(Saved entries)
◇ ◇ ◇ ◇ ◇ ◇ ◇

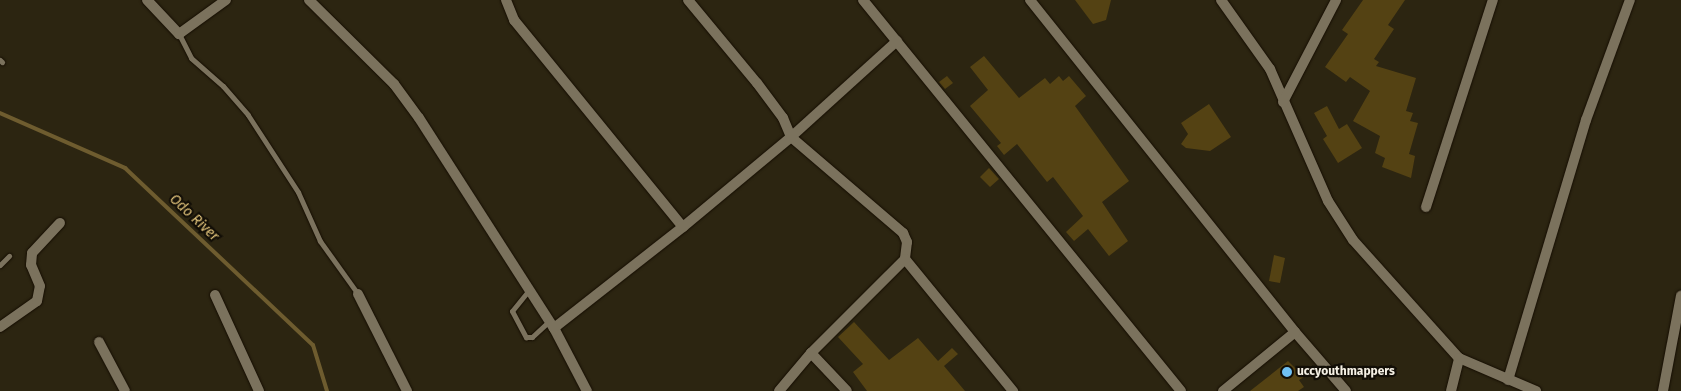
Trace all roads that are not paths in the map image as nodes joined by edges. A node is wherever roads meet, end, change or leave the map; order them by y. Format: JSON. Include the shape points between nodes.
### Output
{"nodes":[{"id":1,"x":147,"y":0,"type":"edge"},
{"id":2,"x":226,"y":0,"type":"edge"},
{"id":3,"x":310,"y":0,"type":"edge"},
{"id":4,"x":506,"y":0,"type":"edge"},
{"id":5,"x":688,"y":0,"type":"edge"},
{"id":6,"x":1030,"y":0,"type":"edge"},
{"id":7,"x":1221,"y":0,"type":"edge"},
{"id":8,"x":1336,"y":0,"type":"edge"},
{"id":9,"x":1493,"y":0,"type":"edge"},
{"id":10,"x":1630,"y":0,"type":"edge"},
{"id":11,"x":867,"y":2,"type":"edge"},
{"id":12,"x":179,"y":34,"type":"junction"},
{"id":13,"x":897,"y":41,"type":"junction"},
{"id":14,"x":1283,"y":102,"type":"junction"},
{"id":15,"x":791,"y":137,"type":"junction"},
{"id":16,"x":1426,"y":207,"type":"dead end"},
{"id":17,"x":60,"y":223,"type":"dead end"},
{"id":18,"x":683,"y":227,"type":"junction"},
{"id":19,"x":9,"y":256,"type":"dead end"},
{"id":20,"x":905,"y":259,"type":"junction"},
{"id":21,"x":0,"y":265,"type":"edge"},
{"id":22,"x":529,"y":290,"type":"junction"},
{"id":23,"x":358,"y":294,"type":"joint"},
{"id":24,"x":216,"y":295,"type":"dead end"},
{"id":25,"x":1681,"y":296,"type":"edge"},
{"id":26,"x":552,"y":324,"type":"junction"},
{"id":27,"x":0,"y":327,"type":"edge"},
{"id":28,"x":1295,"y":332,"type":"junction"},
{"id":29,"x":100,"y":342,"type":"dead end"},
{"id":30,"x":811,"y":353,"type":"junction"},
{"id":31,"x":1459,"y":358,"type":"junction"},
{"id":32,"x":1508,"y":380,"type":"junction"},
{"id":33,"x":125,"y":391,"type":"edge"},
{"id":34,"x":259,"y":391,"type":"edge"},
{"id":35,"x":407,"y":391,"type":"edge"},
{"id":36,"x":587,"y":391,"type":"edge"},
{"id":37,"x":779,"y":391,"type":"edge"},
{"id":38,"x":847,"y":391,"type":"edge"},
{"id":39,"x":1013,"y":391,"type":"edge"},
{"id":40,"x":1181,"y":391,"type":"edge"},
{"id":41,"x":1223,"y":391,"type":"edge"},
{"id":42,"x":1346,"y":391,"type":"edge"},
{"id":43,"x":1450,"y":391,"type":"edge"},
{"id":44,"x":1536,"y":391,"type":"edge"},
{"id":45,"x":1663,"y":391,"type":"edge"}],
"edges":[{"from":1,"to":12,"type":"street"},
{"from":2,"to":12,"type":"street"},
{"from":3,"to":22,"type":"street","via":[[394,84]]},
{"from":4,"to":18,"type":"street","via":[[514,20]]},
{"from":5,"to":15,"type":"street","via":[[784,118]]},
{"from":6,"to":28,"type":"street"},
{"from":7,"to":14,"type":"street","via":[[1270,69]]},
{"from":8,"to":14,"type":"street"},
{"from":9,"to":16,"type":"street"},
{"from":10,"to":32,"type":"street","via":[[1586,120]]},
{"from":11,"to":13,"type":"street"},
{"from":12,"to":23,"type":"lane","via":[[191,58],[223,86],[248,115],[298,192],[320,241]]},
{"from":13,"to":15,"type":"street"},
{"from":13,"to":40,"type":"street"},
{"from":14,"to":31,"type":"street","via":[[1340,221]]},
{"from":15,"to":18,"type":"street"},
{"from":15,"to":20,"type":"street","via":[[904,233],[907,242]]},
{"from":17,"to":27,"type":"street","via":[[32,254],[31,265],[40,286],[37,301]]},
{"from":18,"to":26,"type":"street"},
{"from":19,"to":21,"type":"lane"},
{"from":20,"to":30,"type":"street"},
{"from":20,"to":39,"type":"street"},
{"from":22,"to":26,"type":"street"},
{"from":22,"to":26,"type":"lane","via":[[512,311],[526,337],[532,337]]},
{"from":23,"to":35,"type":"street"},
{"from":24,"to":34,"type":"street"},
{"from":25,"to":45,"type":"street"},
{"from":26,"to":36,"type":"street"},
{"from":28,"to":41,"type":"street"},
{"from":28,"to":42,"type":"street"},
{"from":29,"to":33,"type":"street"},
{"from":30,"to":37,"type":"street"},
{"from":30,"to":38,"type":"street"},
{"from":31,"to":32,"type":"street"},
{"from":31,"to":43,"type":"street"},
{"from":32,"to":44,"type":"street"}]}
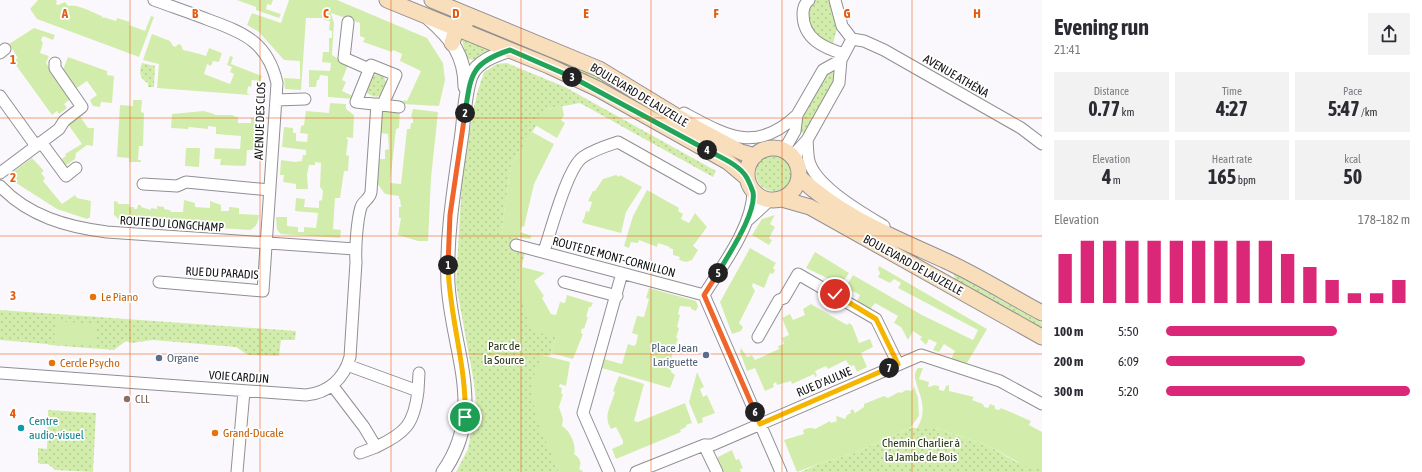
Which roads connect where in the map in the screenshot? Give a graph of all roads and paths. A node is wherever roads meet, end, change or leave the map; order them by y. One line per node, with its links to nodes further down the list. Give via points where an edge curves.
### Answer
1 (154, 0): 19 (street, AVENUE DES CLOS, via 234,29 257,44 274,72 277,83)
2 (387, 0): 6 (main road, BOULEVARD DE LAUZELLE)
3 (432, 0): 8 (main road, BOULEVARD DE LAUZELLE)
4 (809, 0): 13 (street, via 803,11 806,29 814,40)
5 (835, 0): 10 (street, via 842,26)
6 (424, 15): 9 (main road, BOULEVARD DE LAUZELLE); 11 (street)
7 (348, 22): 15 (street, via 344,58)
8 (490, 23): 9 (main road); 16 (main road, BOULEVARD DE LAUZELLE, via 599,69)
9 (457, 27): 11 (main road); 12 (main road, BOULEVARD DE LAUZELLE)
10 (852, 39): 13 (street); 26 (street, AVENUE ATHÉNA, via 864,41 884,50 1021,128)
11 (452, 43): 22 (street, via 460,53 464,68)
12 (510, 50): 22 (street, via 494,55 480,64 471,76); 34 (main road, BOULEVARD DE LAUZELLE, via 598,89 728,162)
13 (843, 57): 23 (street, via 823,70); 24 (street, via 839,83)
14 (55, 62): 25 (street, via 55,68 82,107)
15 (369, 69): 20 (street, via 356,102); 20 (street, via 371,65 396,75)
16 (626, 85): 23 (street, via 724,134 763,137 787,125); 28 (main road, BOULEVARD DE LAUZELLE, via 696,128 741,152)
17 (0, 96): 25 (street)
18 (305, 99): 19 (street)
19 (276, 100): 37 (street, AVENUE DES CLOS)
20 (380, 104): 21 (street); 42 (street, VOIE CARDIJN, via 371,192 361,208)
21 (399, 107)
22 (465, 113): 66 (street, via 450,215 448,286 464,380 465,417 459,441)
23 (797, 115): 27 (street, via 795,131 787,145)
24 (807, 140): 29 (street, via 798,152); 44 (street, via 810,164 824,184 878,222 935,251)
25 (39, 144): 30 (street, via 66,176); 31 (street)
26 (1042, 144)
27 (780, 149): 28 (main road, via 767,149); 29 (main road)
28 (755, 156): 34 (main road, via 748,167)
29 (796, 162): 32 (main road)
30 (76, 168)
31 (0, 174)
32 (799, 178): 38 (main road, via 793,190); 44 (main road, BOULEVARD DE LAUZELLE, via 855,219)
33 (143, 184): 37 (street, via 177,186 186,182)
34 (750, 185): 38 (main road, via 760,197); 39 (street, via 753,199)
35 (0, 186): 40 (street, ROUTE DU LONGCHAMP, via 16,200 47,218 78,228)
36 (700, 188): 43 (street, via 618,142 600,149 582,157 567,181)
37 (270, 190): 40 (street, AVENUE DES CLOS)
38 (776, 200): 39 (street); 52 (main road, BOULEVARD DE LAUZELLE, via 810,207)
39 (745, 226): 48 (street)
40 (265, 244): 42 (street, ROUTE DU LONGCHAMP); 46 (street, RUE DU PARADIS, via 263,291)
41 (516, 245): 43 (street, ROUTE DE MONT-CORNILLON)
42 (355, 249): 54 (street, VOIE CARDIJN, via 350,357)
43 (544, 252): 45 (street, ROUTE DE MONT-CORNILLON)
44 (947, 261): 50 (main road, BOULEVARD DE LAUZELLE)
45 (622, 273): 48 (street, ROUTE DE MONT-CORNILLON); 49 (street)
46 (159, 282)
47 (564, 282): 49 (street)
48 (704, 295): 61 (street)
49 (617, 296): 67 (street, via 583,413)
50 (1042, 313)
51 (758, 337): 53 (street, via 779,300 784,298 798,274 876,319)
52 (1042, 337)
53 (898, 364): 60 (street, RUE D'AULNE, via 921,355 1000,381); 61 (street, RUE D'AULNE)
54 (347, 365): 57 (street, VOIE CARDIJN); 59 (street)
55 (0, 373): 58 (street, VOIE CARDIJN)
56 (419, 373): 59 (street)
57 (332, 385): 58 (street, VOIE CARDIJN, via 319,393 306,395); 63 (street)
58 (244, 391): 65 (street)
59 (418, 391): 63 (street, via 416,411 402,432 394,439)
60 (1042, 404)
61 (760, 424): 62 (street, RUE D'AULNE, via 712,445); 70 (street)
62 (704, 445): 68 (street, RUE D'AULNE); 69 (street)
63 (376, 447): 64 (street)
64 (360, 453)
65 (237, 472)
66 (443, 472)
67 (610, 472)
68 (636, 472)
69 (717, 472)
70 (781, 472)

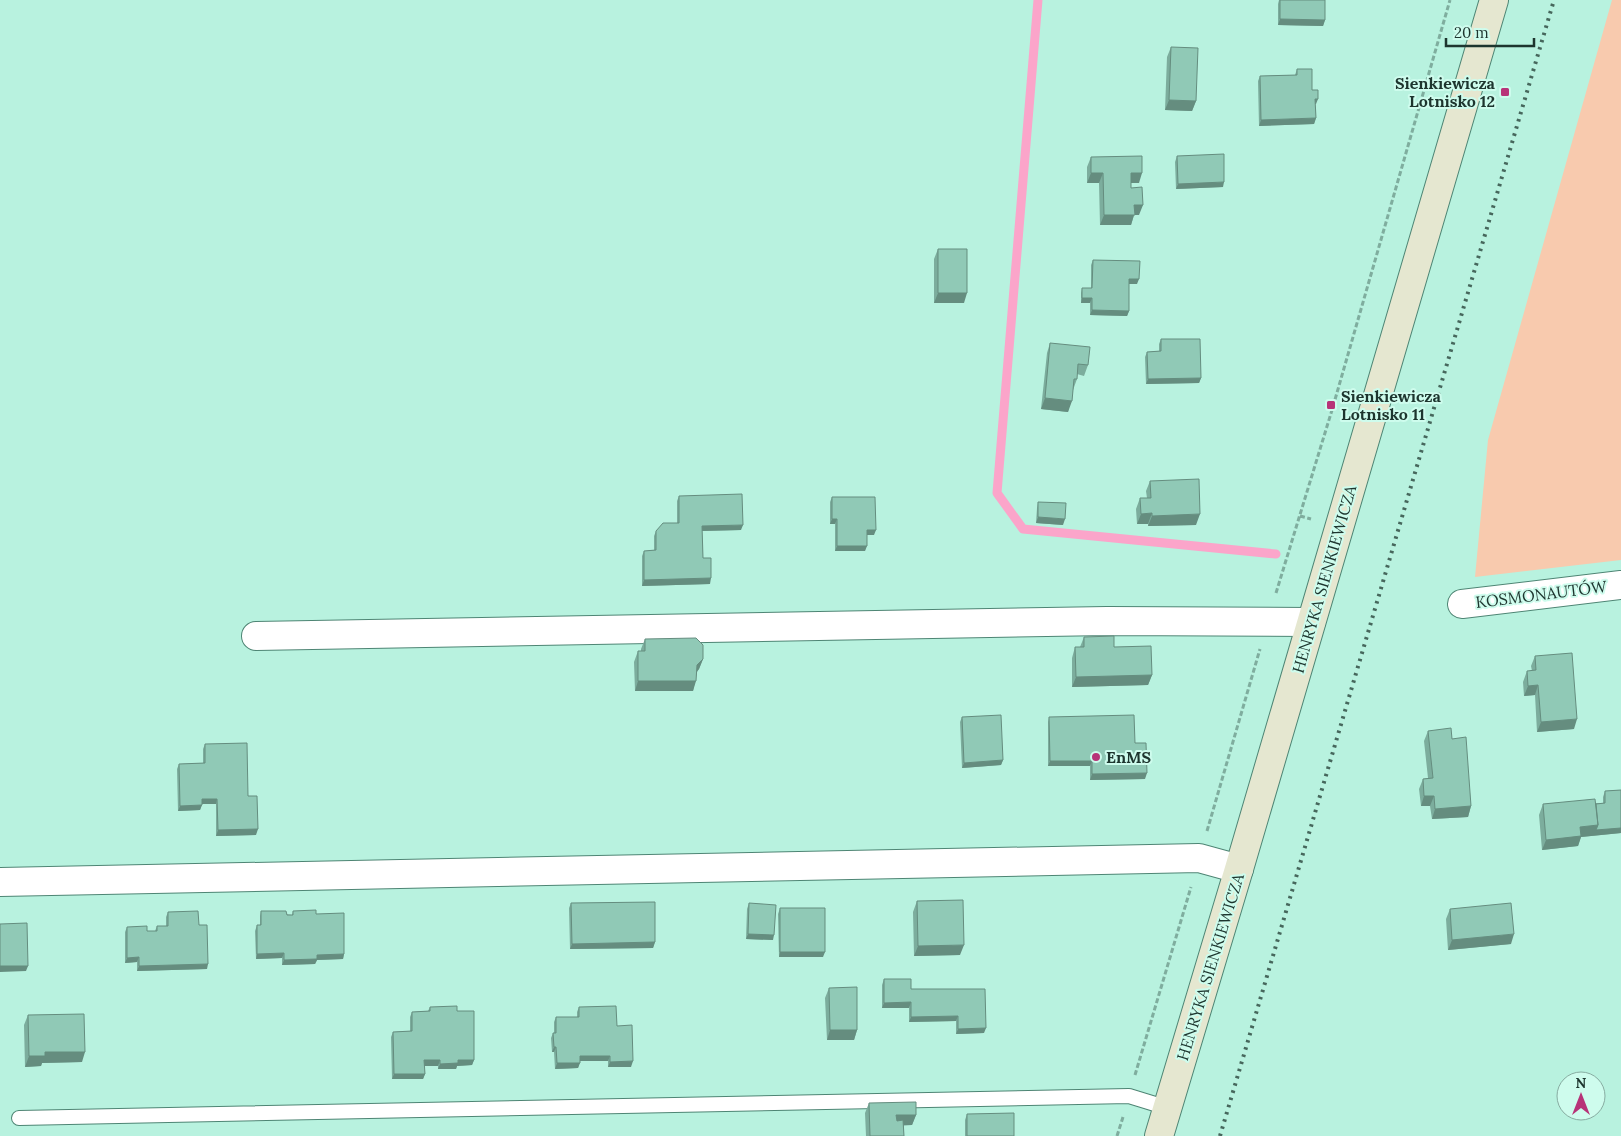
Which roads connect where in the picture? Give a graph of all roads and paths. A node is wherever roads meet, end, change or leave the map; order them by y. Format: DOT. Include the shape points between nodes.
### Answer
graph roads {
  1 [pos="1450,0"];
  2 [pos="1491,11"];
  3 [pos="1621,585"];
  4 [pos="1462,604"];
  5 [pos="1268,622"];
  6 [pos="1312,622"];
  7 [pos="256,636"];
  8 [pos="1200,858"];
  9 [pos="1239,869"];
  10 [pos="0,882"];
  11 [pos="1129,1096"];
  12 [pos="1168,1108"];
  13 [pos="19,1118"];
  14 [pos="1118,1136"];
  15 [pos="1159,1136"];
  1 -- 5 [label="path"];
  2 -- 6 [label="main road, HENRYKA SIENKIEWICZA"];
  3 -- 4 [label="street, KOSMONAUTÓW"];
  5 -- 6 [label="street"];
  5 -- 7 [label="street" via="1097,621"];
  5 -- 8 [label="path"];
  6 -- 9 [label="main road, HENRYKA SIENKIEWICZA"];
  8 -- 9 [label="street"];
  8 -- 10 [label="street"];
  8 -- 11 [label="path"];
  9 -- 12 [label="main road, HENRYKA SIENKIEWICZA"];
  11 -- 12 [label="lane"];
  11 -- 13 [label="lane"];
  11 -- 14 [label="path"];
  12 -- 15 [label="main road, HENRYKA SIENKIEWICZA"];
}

◇ ◇ ◇ ◇ ◇ ◇ ◇

* _Instructions to follow_: Every line in the entries above that mentions the word "CLOS" must be shown.

* _Task result_:
1 (154, 0): 19 (street, AVENUE DES CLOS, via 234,29 257,44 274,72 277,83)
19 (276, 100): 37 (street, AVENUE DES CLOS)
37 (270, 190): 40 (street, AVENUE DES CLOS)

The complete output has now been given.